Каролина взглянула на меня, вид у нее был скверный: бледная, нечесаная, опухшие глаза покраснели от слез и бессонницы.
— Почему все об этом говорят как о чем-то будничном и разумном?
— Полно, Каролина. Вы же понимаете: так надо.
— Лишь потому, что кто-то так сказал! Это все равно что… призыв на войну. С какой стати? Это не моя война.
— Та девочка…
— Можно было судиться и выиграть дело. Мистер Хептон говорил, есть шанс. Мать не дала даже попробовать.
— А судебные издержки? Подумайте хотя бы о них.
— Как-нибудь я бы нашла деньги.
— Тогда подумайте о том внимании, какое вы привлечете. Как это будет выглядеть? Пострадал ребенок, а вы пытаетесь себя обелить. Это сочтут неприличным.

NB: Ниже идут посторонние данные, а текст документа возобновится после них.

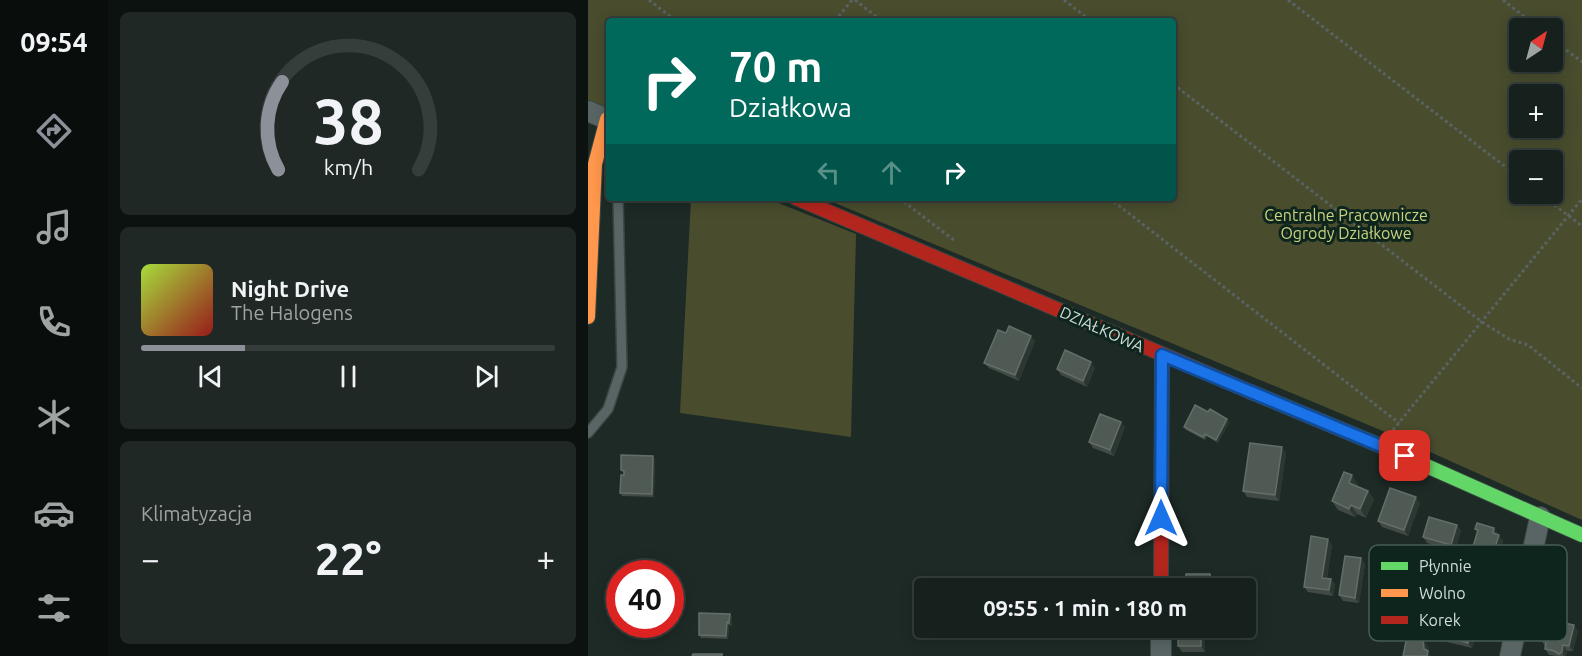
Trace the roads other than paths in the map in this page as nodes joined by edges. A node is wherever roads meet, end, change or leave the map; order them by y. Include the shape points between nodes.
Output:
1 (588, 111) edge
2 (606, 118) edge
3 (606, 126) edge
4 (618, 201) edge
5 (803, 201) edge
6 (588, 317) edge
7 (1162, 355) junction
8 (588, 433) edge
9 (1540, 516) junction
10 (1582, 535) edge
11 (1534, 545) edge
12 (1161, 578) edge
13 (1161, 638) edge
14 (1513, 641) edge
15 (1161, 656) edge
16 (1510, 656) edge

1 - 2 street
3 - 6 street via 595,164
4 - 8 lane via 622,367 608,409
5 - 7 street, DZIAŁKOWA
7 - 9 street, DZIAŁKOWA
7 - 12 street
9 - 10 street, DZIAŁKOWA
9 - 11 street
13 - 15 street
14 - 16 street

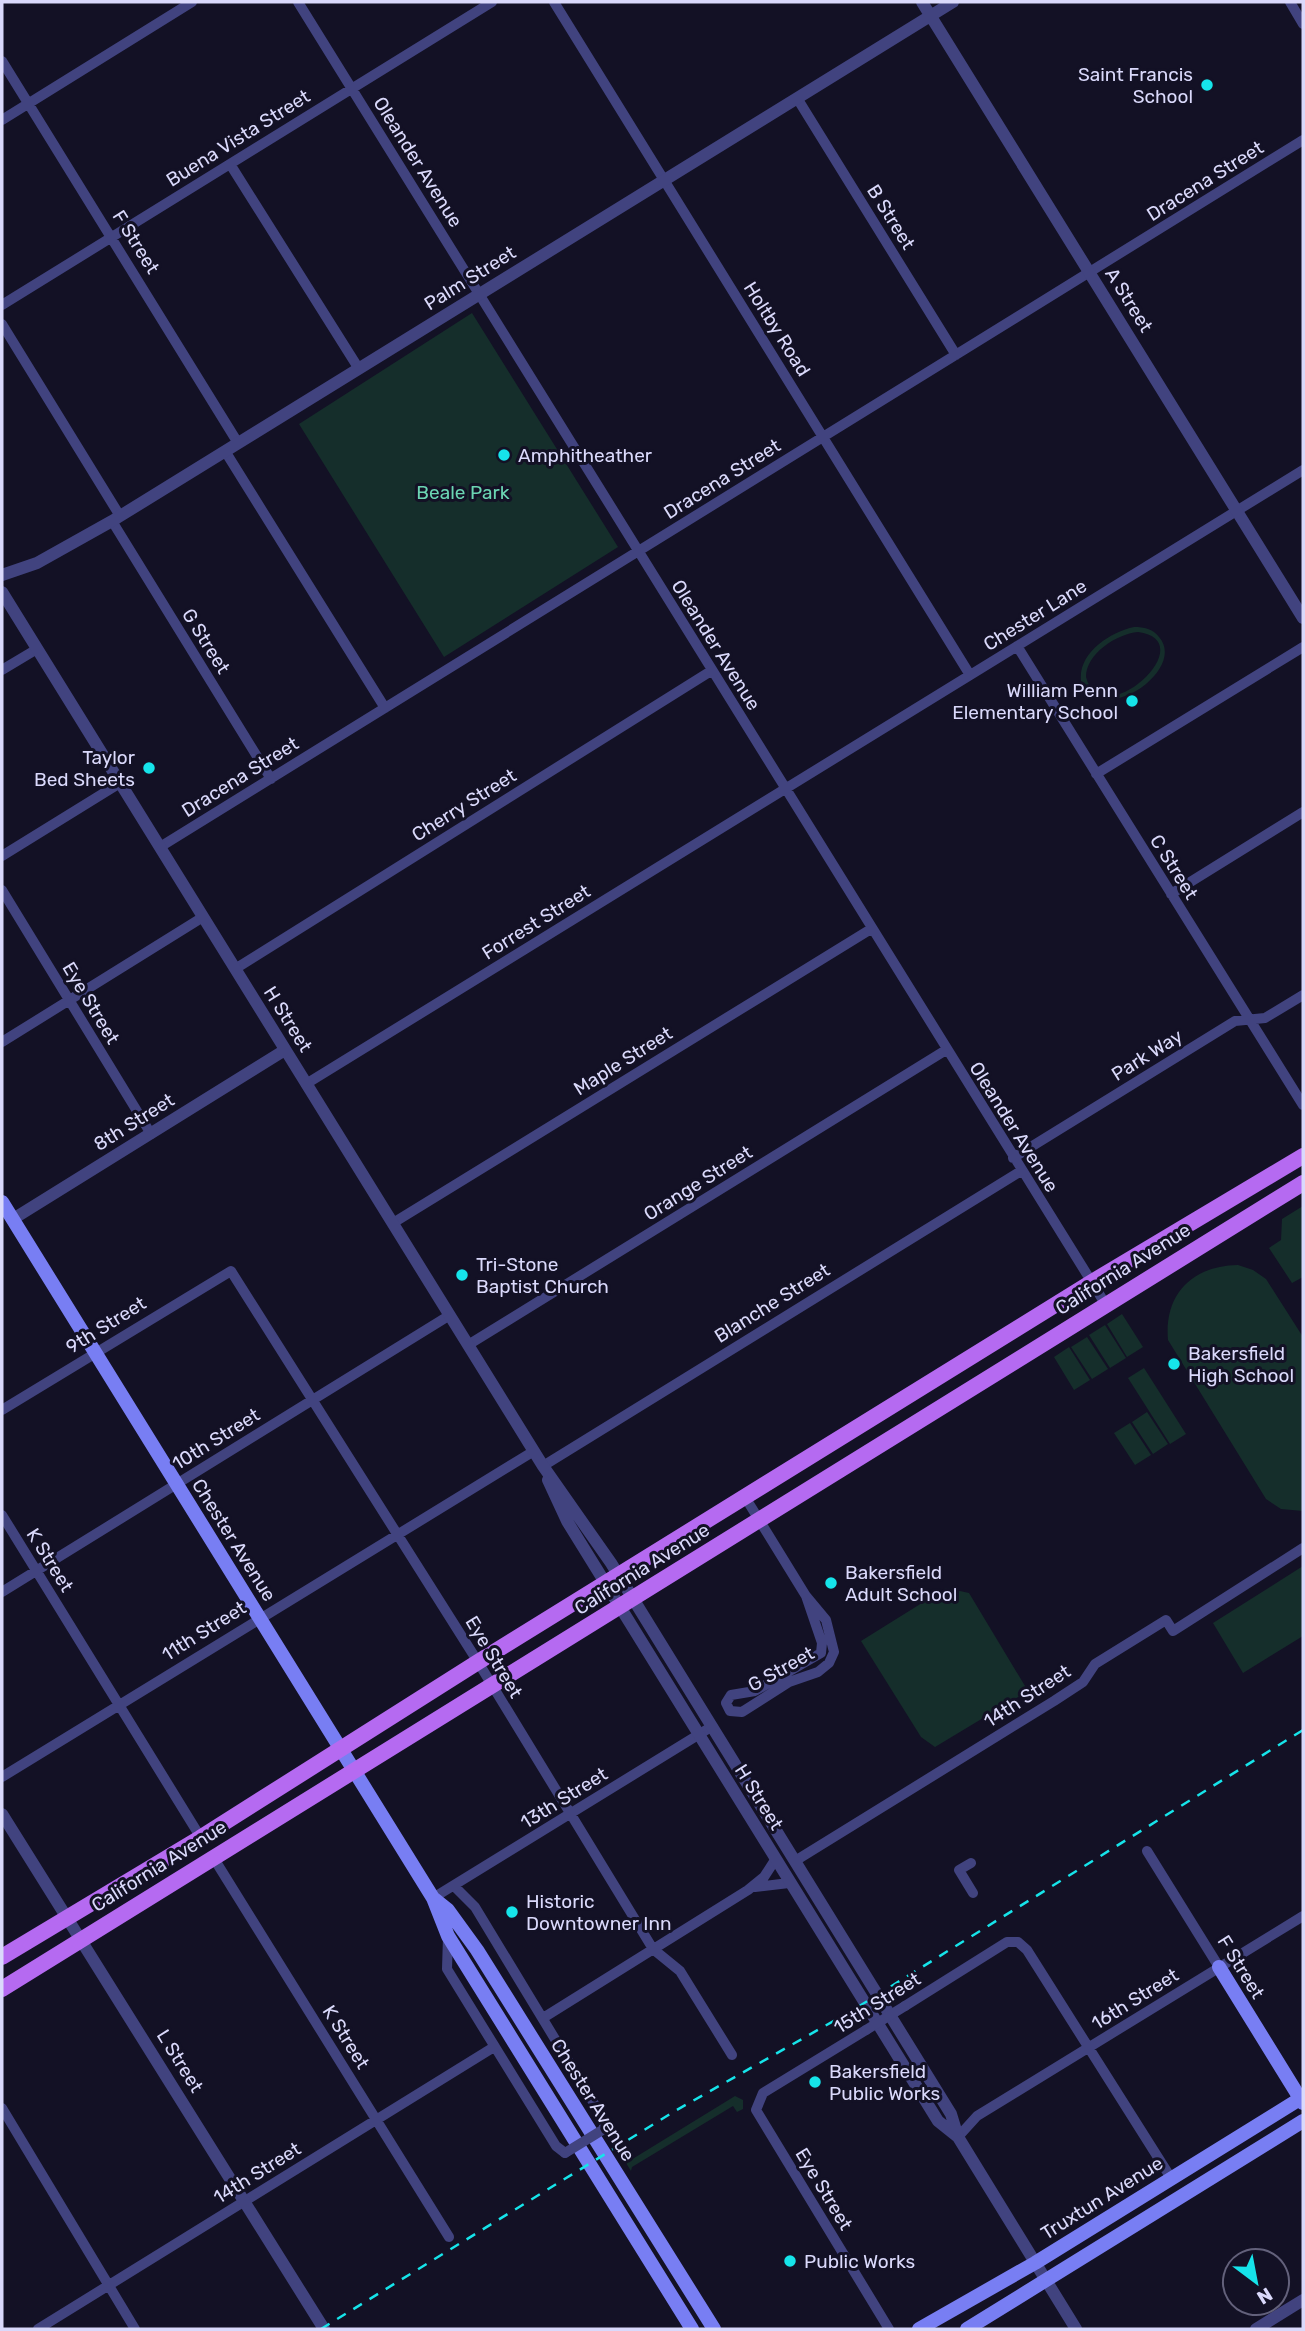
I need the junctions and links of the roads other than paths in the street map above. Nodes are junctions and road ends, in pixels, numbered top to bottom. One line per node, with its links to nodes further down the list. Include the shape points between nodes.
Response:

Каролина раздраженно дернула головой:
— Да бог с ним, с этим вниманием! Это беспокоит только мать, она боится, что все узнают, какие мы нищие. Что до приличий… нынче это уже никого не волнует.
— Вашей семье пришлось многое вынести. Ваш брат…
— О да, мой брат! Давайте все о нем подумаем! Словно мы заняты чем-то другим… Ведь он мог воспротивиться. А он ничего не сделал, совсем ничего!
Прежде она лишь шутливо журила брата, и сейчас я даже опешил от ее ярости. Однако глаза ее еще больше покраснели, а голос дрожал — она понимала, что иного выхода нет. Каролина вновь отвернулась к окну. Помолчав, я мягко сказал:
— Крепитесь, Каролина. Мне очень жаль… Может, я займусь им?
— Господи! — Она закрыла глаза.
— Каролина, он старый.
— Разве от этого легче?
— Обещаю, он не будет мучиться.
Еще секунду она не двигалась, потом обмякла и глубоко вздохнула, словно изливая всю свою горечь.
— Забирайте. Раз все ушло, зачем ему оставаться. Я устала с этим бороться.
Голос ее был бесцветен, а я наконец-то понял, что неверно о ней судил: за ее упрямством скрывалась боль от многих иных утрат. Каролина гладила Плута по голове; пес догадался, что говорят о нем, и расслышал отчаяние в голосе хозяйки. Он посмотрел на нее доверчиво и встревоженно, а затем положил ей на колени передние лапы и потянулся мордой к ее лицу.